I'm going to make a wild conjecture and say that if you aksed the average person whether or not they had a right to have children, that they would say yes.
Now, some of us might say that some people shouldn't have kids but, unless you work for the government of China, it seems a pretty absurd argument to deny a person the right to children.
But what would such a right, if it exists, actually entail?
It seems to me that the most logical and plausible definition of this right would be a right to conceive and bear children through the process of male-female sexual intercourse, and that any person has a right to bear a child already conceived.
That is, no person or institution should be allowed to tell an individual that they must prevent conception during heterosexual activity or that they must terminate a pregnancy (regardless of the process of conception).
Maybe I'm just stating the obvious, but it seems to me that such a definition is needed if we are to fully grapple with issues of homosexuality and illicit fertilization methods. People who desire children but who, for whatever reason, find themselves unable to have children certainly deserve our compassion and sympathy. I'm certainly not trying to suggest that the Church or the law tyrannize such people.
However, to speak fairly and justly, it is necessary to consider that while we do not have a right to interfere with the reproductive process once it is in motion, we also do not have a right to demand artificial means by which to procreate.
I suppose another way to say this is that the right to have children is really the freedom to have children. It is not the same as a right to food or shelter. If we lack these, society has an obligation to provide them for us.
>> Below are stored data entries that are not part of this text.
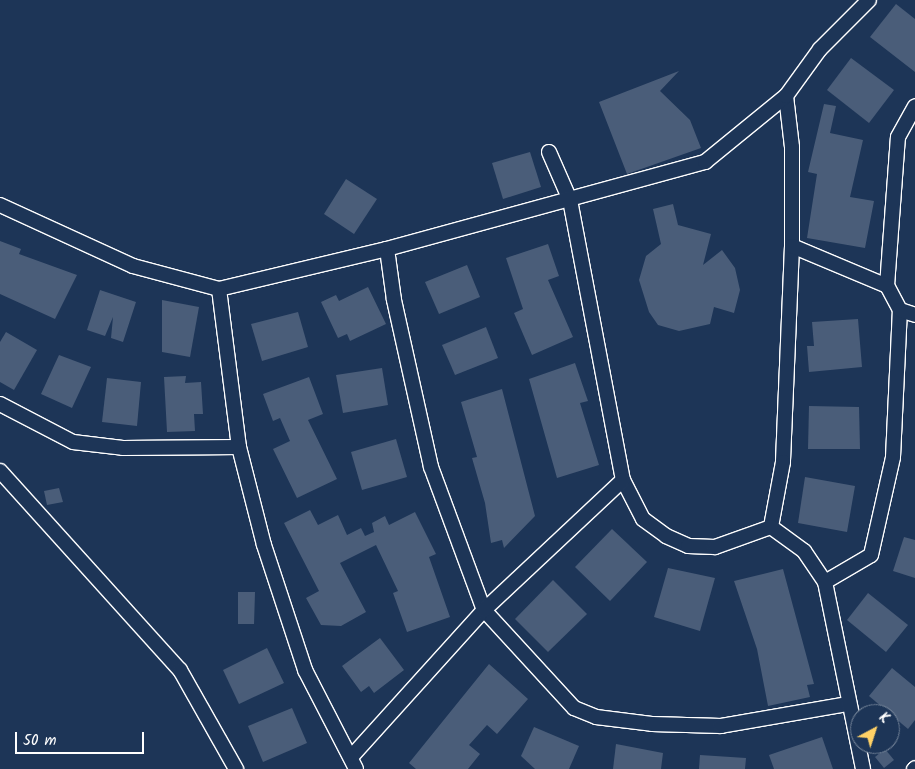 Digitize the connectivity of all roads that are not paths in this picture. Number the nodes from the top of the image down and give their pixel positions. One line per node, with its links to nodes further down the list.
1 (869, 0): 2 (street)
2 (786, 96): 5 (street); 7 (street)
3 (915, 106): 9 (street)
4 (549, 152): 5 (street)
5 (570, 200): 8 (street); 16 (street)
6 (0, 205): 10 (street)
7 (792, 246): 9 (street); 17 (street)
8 (387, 249): 10 (street); 19 (street)
9 (887, 286): 11 (street)
10 (220, 289): 14 (street)
11 (900, 310): 12 (street); 18 (street)
12 (915, 315)
13 (0, 404): 14 (street)
14 (239, 447): 21 (street)
15 (0, 471): 22 (street)
16 (623, 480): 17 (street); 19 (street)
17 (771, 527): 18 (street)
18 (825, 582): 20 (street)
19 (484, 610): 20 (street); 21 (street)
20 (847, 704): 23 (street)
21 (354, 762)
22 (236, 769)
23 (863, 769)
My neighbor has a social obligation to share his resources of food and shelter with me (which he does through taxes). My neighbor does not have an obligation to lend me his children on the weekend; nor does he have an obligation to pay for my fertility treatments.
But it is not an unbounded freedom.
Even with a right to an object, you don't have a right to any object of that type. You might have a right to shelter, but that doesn't mean you can force entry into a mansion and claim it as your own.
Likewise, you might have the freedom to buy any house you want in the country, but it doesn't mean that the real estate agent is required to sell it to you for less than what it is worth just because you want it but can't afford it. And certainly, we can imagination situations regarding the acquisition of land that might not be illegal but that certainly involve moral violations.
Are there people who would make great parents who will never be able to have their own children? Of course, there are, and there are horrible parents who nevertheless have more children than they want. This seems unfortunate to us, but parenthood is a vocation...and the funny thing with vocations is that God seems almost never to distribute them based on who would be obviously right for the task. That is part of the challenge of our callings.

Rights language is such a blunt instrument. Isn't there a better way of phrasing the just regulation of such a natural fact of human life?